I am not writing out of nostalgia for the heavy Royal manual typewriter that dominated the summer of my 13th year.  I had argued with my mother about what to take in the enrichment summer school program. I wanted to take Creative Writing. She wanted me to take Typing I and II – with college in mind but also to give me a marketable skill should I need it.  We compromised: I took both.

Obsolete Skills

Thirty of us spent the morning pounding on cumbersome Royal and Underwood typewriters – IBM Selectrics with their interchangeable typeballs were still far in the future.  We struggled to align the paper so our practice sentences didn’t tilt up or down the page. Every error was corrected by inserting a sliver of CorrecType paper and re-typing the error, then typing over.  Our teacher frowned if we did this too much: the errors were pretty obvious. Soon we found ourselves learning to center a headline on a page, set manual tabs, and pass the required speed tests.  At the time, I thought it a high price to pay for the privilege of learning creative writing in the afternoon.

By the time I went to college a few years later, small electric typewriters were commonplace, and Eaton’s corrasable bond paper had been invented – we could erase our mistakes. Too many errors, though, and the page would need to be retyped. A good outline was more important then than now: without cut-and-paste, the decision to rearrange the text meant typing it over again.

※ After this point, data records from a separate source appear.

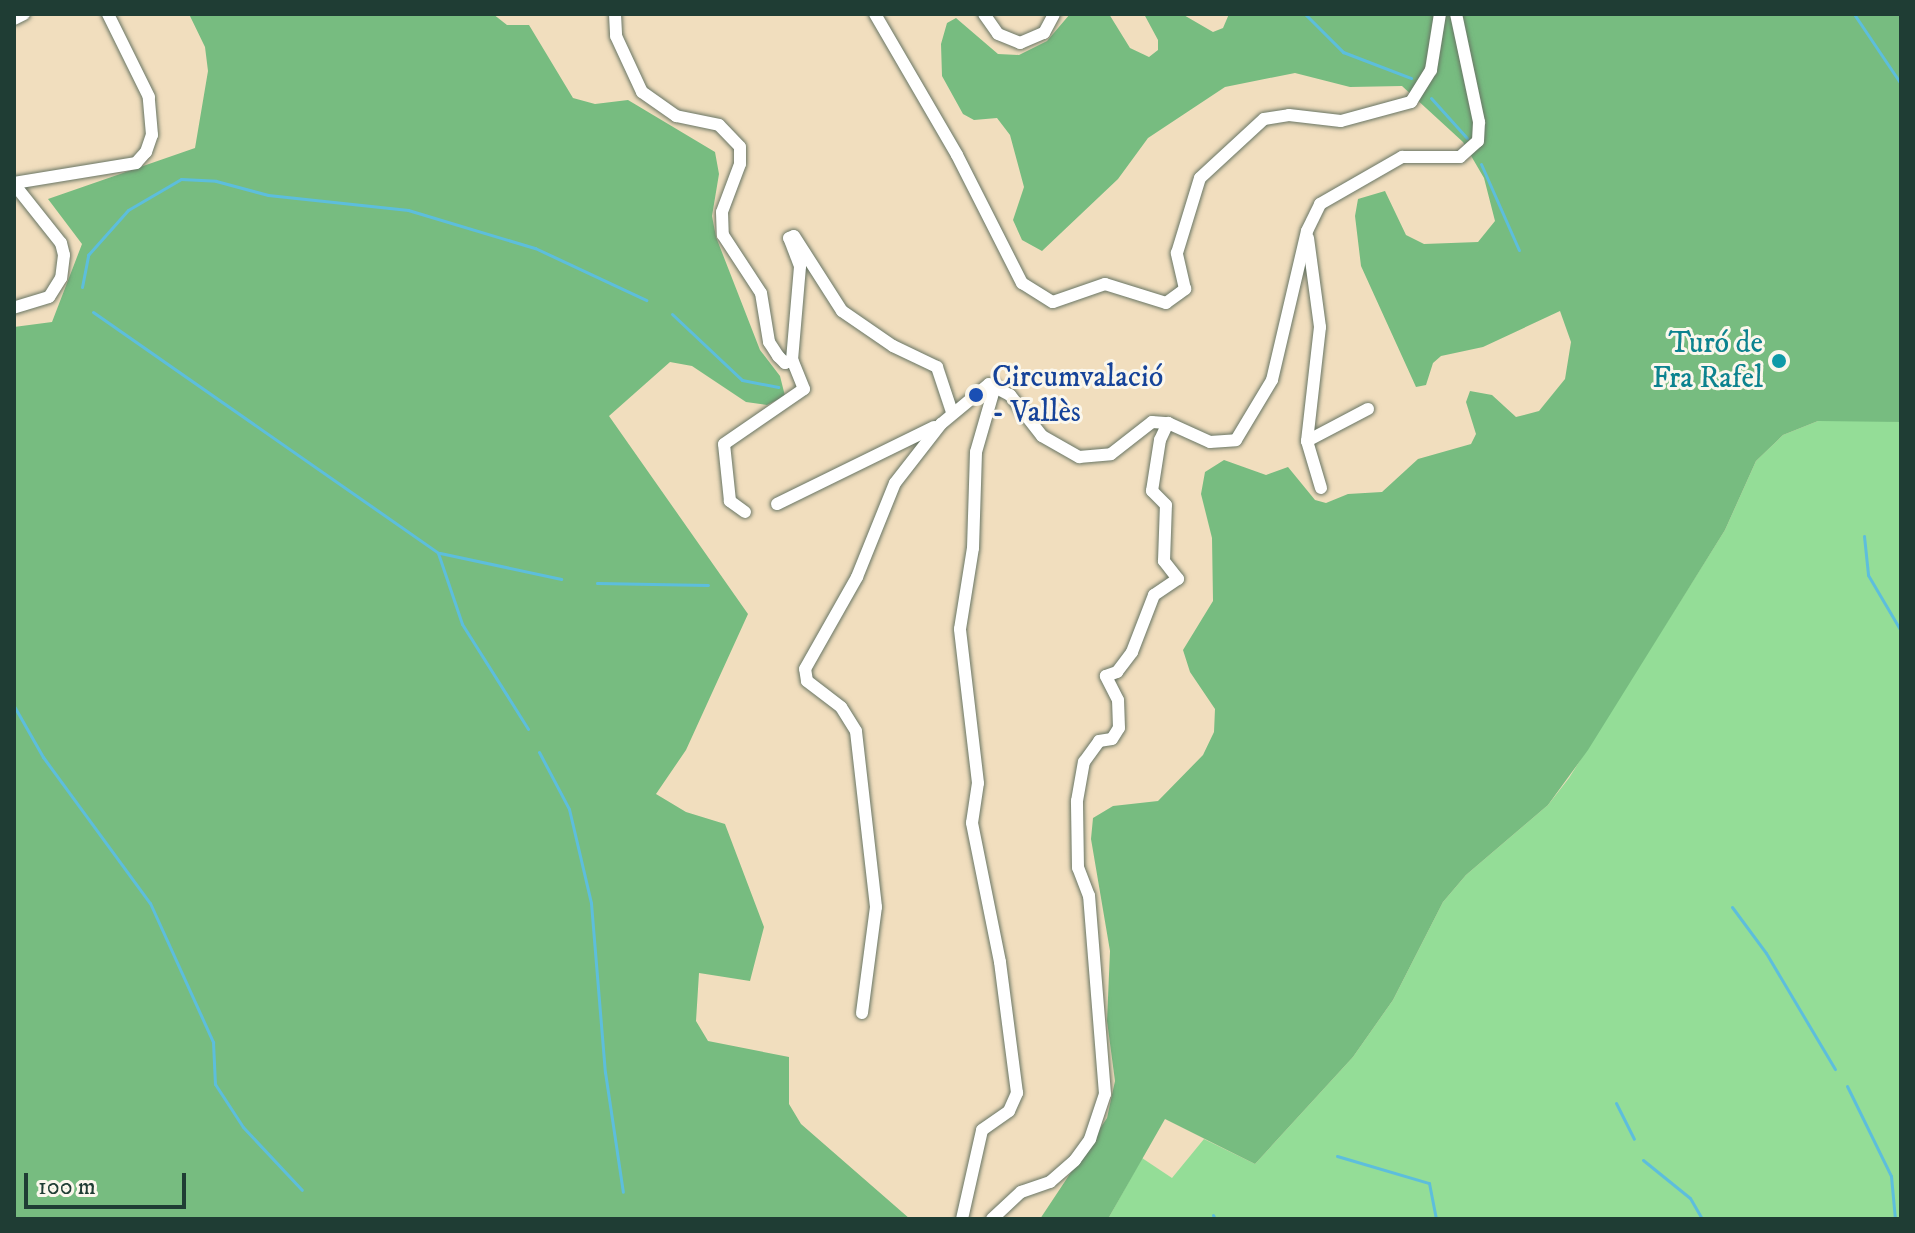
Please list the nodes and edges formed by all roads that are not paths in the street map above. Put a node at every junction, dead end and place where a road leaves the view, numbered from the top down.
1 (24, 14) edge
2 (108, 14) edge
3 (615, 14) edge
4 (875, 14) edge
5 (984, 14) edge
6 (1054, 14) edge
7 (1440, 14) edge
8 (1456, 14) edge
9 (14, 19) edge
10 (14, 184) edge
11 (1307, 231) junction
12 (14, 308) edge
13 (792, 360) junction
14 (995, 386) junction
15 (1368, 409) dead end
16 (952, 412) junction
17 (1168, 423) junction
18 (941, 424) junction
19 (1307, 441) junction
20 (1321, 488) dead end
21 (777, 504) dead end
22 (745, 512) dead end
23 (862, 1013) dead end
24 (962, 1219) edge
25 (992, 1219) edge

1 - 9 street
2 - 10 street
3 - 13 street
4 - 7 street
5 - 6 street
8 - 11 street
10 - 12 street
11 - 17 street
11 - 19 street
13 - 16 street
13 - 22 street
14 - 16 street
14 - 17 street
14 - 24 street
15 - 19 street
16 - 18 street
17 - 25 street
18 - 21 street
18 - 23 street
19 - 20 street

I’ve thought about some of those now-useless skills. No one counts backward half the characters in a line to center it: they click the Center icon and the computer does it automatically.  It didn’t seem so important.

The end of the typing machine

As oil and electricity prices soar, and we are all urged to find ways to cut back on our use of energy, I’ve wondered if we might not want to revive some of our non-electric technology. Our messages might be more succinct if we had to pound them out on paper instead of zipping them out over the electrons; our thoughts might be better ordered if cut-and-paste did not let us rehash them.  Those thoughts truly might be nostalgia.  When the factories close, though, we begin the slow process of losing the embodied knowledge for building those devices.  The drawings and plans might be maintained – although perhaps not forever – but all the details about the quirks of a particular design, the way a particular metal has to be treated – these will be lost with workers who cease to make the typewriters.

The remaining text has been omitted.